PROBLEM DESCRIPTION:
Within the listing below, how many lines include the string "JALAN"? Reply with only the number.

··· EXTRACTED RECORDS ···

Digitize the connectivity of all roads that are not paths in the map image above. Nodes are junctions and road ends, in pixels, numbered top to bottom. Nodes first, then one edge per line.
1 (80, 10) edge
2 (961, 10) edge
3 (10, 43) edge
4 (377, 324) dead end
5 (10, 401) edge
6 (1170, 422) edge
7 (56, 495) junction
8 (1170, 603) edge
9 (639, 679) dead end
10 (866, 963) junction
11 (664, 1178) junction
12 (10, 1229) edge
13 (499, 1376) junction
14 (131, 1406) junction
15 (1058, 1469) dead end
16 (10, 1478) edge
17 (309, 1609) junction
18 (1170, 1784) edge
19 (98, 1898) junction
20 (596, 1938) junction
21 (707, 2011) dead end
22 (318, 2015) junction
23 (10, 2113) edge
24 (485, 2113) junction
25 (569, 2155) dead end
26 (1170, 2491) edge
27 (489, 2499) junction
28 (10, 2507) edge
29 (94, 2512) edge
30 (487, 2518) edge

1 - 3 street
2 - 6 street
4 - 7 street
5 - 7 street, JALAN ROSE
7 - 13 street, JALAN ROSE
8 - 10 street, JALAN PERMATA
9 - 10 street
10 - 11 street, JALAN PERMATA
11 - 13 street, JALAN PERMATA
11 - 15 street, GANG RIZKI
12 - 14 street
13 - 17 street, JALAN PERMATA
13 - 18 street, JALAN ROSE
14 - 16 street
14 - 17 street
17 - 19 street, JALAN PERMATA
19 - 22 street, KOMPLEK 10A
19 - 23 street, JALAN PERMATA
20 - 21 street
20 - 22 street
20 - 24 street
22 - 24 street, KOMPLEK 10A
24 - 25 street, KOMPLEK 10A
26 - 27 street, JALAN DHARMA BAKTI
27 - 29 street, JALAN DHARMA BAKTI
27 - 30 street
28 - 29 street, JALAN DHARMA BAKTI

···

REPLY TO THE EXERCISE:
12